Patients lacking capacity
Adults are assumed to have capacity unless they have an impairment affecting their mind (eg, dementia), which means they are unable to make a specific decision at a particular time. There is also a requirement to ensure all practical steps have been taken to help the individual make a decision.
If a patient lacks capacity, you should act in their best interests when deciding whether to disclose the information. Consider the patient’s past or present wishes, if known.
If the patient has given someone legal authority to act as an attorney and make decisions on their behalf, they can take the decision about disclosure on behalf of the patient and should be consulted.
After a patient has died
Your duty of confidentiality to your patient remains after death. In some situations, such as a complaint arising after a patient’s death, you should discuss relevant information with the family, especially if the patient was a child. However, if you reasonably believe that the patient wishes that specific information should remain confidential after their death, or if the patient has asked, you should respect that wish.
Requests for medical information concerning a deceased person are often made by family members. Care must be taken never to disclose anything the deceased would have wished to keep private. You should also avoid making disclosures which would compromise the confidentiality of a third party.
If a family member asks for the records of a deceased patient who held a Medical Card, they are entitled to apply to the HSE for disclosure under the Freedom of Information Acts. In conjunction with the HSE’s consideration on whether or not to disclose the deceased’s medical records it is likely that you will be asked for your comments and observations since you have the benefit of familiarity with the patient and their background, unlike the FOI decision maker.
If the patient was treated privately, the patient’s records would not be accessible under the Freedom of Information Acts (applies to public patients only) or the Data Protection Acts (only applies to living individuals). The question of whether and to what extent the records can be disclosed should be considered in accordance with your ethical duty of confidentiality which endures after death. This duty is encapsulated in paragraph 32.1 of the Medical Council’s Guide to Professional Conduct and Ethics for Registered Medical Practitioners
, which states the following:
“Patient information remains confidential even after death. If it is unclear whether the patient consented to the disclosure of information after their death, you should consider how the disclosure might benefit or cause distress to the deceased’s family or carers. You should also consider the effect of the disclosure on the reputation of the deceased and the purpose of the disclosure.”
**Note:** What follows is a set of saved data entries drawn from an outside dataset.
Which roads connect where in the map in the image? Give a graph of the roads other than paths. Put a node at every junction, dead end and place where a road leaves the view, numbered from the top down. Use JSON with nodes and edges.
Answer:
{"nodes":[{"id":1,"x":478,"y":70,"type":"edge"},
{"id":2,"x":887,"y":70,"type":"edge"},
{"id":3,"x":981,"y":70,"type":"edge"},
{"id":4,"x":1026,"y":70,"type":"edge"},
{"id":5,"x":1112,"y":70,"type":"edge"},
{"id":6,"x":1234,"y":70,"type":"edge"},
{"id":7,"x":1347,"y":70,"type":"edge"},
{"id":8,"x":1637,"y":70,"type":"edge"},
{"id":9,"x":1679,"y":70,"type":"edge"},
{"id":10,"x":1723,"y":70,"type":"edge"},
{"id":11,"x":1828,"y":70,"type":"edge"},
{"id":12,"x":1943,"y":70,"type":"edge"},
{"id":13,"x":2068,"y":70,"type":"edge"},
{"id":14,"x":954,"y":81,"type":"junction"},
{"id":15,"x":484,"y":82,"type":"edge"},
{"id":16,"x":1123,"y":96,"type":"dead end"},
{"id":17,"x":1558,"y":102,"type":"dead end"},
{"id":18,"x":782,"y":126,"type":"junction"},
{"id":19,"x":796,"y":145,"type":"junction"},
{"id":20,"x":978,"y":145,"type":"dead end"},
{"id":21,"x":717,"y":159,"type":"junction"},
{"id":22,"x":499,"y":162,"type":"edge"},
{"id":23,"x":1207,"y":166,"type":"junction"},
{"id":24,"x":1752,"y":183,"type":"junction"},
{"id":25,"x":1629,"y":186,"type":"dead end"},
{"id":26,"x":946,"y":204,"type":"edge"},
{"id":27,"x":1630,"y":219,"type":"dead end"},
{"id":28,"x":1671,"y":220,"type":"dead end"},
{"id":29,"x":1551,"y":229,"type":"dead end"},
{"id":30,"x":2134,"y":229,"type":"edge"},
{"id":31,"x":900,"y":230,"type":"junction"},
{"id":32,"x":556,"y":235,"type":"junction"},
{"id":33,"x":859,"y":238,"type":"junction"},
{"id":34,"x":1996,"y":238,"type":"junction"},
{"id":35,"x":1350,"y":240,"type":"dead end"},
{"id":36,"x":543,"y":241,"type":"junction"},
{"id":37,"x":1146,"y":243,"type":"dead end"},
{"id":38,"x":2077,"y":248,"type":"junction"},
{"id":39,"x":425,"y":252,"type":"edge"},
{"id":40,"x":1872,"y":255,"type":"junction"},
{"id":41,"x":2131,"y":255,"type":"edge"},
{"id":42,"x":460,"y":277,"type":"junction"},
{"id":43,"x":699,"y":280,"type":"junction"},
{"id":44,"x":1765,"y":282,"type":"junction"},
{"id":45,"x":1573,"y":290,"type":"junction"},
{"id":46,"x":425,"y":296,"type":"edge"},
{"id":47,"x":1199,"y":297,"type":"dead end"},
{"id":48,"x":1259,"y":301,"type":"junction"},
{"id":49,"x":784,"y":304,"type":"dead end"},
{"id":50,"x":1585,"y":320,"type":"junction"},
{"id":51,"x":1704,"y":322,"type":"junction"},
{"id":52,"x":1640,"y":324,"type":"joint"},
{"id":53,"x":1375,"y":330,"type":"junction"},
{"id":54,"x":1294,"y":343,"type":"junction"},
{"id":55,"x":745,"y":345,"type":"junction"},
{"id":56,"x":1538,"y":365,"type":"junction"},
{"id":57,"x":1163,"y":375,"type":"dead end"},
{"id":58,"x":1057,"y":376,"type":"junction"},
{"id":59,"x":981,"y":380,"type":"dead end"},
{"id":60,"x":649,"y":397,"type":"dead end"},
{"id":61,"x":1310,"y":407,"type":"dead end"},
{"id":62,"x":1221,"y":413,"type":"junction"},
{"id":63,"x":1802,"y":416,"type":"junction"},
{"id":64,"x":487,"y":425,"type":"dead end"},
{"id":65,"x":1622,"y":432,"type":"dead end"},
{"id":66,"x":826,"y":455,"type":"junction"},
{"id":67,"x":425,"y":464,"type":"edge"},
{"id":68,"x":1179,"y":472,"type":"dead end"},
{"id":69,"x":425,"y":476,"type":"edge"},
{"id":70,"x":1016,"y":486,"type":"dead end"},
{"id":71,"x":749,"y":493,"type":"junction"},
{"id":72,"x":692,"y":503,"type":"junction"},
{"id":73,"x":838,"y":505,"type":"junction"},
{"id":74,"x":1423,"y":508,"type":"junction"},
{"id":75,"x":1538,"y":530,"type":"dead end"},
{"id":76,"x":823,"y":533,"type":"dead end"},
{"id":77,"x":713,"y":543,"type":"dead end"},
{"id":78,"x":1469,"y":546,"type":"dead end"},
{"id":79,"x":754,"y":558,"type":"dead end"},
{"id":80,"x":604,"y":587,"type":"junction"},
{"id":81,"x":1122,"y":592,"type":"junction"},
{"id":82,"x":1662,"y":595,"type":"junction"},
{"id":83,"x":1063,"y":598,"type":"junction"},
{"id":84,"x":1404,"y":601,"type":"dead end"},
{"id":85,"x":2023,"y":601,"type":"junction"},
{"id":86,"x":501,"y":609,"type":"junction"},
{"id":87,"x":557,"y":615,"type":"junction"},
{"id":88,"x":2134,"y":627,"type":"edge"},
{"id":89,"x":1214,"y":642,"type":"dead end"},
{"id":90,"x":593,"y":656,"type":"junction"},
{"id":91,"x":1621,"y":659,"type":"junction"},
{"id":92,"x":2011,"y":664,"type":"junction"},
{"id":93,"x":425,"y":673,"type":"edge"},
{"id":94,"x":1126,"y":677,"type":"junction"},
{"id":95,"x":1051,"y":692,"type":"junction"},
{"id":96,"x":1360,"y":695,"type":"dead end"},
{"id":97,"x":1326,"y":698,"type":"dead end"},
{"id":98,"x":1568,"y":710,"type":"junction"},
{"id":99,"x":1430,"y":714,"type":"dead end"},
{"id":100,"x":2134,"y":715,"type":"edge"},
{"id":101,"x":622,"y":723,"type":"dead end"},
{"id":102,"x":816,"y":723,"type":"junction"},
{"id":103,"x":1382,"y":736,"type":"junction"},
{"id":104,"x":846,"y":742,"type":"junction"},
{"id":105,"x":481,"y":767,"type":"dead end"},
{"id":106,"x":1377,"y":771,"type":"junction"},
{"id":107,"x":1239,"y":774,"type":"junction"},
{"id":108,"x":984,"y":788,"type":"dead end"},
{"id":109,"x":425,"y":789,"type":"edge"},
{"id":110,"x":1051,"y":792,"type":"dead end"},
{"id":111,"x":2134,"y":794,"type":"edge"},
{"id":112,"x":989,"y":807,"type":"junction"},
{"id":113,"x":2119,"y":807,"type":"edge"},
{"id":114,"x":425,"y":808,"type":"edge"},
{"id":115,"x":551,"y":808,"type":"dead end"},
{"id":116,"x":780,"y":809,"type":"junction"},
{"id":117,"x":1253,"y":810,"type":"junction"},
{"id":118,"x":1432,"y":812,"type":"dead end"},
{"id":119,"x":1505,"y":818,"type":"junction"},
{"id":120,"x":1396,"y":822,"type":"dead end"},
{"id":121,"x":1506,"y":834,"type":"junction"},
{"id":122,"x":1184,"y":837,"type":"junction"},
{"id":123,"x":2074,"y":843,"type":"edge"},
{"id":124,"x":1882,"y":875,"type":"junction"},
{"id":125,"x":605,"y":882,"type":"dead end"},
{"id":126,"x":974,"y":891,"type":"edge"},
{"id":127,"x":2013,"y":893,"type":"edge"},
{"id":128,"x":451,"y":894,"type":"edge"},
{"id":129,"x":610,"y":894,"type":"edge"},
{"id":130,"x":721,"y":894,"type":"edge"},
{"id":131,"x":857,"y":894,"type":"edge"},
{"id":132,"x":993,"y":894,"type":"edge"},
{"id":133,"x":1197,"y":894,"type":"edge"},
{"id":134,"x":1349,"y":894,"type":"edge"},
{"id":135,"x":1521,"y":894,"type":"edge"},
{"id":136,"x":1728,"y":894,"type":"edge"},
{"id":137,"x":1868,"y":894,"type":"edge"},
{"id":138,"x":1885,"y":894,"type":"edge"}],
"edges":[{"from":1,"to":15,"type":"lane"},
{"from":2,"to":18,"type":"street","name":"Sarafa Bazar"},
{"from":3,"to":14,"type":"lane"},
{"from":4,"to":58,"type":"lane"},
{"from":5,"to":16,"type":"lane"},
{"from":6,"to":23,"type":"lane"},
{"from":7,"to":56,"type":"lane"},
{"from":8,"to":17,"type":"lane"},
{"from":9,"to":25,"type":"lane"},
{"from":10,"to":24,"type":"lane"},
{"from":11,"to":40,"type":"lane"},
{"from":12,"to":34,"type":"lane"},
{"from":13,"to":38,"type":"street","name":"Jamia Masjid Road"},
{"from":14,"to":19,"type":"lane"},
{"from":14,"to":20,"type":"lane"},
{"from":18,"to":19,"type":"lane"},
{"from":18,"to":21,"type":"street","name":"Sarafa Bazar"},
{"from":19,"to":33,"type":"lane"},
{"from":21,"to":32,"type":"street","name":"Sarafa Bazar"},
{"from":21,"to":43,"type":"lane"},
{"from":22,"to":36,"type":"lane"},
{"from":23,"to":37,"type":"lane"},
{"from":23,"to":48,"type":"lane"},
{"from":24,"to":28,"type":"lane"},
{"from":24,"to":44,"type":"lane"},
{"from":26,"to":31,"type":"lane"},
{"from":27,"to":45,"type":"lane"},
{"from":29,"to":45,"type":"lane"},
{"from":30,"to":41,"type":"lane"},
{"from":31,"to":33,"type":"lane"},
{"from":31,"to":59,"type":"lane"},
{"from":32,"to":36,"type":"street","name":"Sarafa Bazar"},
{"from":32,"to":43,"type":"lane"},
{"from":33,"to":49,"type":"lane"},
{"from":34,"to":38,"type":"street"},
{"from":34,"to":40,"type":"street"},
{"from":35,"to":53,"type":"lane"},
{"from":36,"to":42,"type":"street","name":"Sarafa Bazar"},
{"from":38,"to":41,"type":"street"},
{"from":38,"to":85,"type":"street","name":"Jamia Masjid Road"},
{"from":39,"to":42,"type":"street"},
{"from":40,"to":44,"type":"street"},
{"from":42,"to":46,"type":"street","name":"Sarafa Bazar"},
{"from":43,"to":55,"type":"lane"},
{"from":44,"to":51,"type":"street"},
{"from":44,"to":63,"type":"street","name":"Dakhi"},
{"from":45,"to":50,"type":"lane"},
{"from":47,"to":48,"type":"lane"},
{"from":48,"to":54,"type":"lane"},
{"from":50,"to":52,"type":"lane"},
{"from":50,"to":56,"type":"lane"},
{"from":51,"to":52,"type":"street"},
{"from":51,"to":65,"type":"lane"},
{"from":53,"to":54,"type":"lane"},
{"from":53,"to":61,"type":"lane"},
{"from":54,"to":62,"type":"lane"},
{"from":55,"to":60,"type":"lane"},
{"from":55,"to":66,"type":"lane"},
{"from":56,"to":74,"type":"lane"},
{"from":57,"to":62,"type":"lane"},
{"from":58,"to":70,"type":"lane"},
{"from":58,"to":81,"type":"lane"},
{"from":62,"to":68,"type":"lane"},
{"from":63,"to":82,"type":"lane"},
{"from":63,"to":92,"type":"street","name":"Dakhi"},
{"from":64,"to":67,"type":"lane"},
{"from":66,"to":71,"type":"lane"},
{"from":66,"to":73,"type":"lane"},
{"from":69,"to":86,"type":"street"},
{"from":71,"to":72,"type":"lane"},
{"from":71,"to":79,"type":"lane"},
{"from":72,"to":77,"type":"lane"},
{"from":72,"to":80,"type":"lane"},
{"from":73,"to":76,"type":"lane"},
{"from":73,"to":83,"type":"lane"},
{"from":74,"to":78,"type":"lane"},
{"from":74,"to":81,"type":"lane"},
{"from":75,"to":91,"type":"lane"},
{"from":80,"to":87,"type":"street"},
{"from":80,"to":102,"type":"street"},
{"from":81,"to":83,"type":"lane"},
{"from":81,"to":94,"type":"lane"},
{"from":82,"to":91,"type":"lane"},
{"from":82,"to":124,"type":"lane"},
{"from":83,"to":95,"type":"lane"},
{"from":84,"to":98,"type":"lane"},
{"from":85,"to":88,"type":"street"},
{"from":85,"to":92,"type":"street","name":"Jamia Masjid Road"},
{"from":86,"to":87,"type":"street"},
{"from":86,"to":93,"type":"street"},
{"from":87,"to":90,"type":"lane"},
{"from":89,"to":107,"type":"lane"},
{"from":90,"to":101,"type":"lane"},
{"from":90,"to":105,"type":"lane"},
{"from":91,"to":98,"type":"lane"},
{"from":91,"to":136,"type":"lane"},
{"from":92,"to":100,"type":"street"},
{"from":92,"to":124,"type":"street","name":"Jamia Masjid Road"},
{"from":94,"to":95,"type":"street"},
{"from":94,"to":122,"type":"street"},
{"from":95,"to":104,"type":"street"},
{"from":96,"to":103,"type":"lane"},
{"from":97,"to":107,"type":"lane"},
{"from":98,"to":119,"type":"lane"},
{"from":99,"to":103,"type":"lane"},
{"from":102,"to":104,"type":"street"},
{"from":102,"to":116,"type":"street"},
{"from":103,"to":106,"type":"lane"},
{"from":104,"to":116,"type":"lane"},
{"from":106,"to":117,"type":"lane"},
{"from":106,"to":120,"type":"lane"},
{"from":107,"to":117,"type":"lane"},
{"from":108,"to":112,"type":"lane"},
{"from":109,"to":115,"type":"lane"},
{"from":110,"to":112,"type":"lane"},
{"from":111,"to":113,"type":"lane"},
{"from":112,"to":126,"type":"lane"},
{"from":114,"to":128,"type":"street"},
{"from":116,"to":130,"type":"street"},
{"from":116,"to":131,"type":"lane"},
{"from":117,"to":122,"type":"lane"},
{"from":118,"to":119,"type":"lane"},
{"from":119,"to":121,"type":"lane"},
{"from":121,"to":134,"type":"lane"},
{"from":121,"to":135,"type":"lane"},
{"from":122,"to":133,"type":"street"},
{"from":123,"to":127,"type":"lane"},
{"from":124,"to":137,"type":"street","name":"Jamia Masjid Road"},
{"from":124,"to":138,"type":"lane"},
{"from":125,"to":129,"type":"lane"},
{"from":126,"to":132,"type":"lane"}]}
It would be prudent to ensure that disclosure of confidential medical information about a deceased private patient should only be done at the request, or with the consent of the deceased’s personal representative. This should be obtained in writing.
We would also strongly recommend that you make a written record of what you decide in respect of the disclosure and why, so that later, if issues are taken with the disclosure, you have evidence to establish that you complied with the ethical guidance.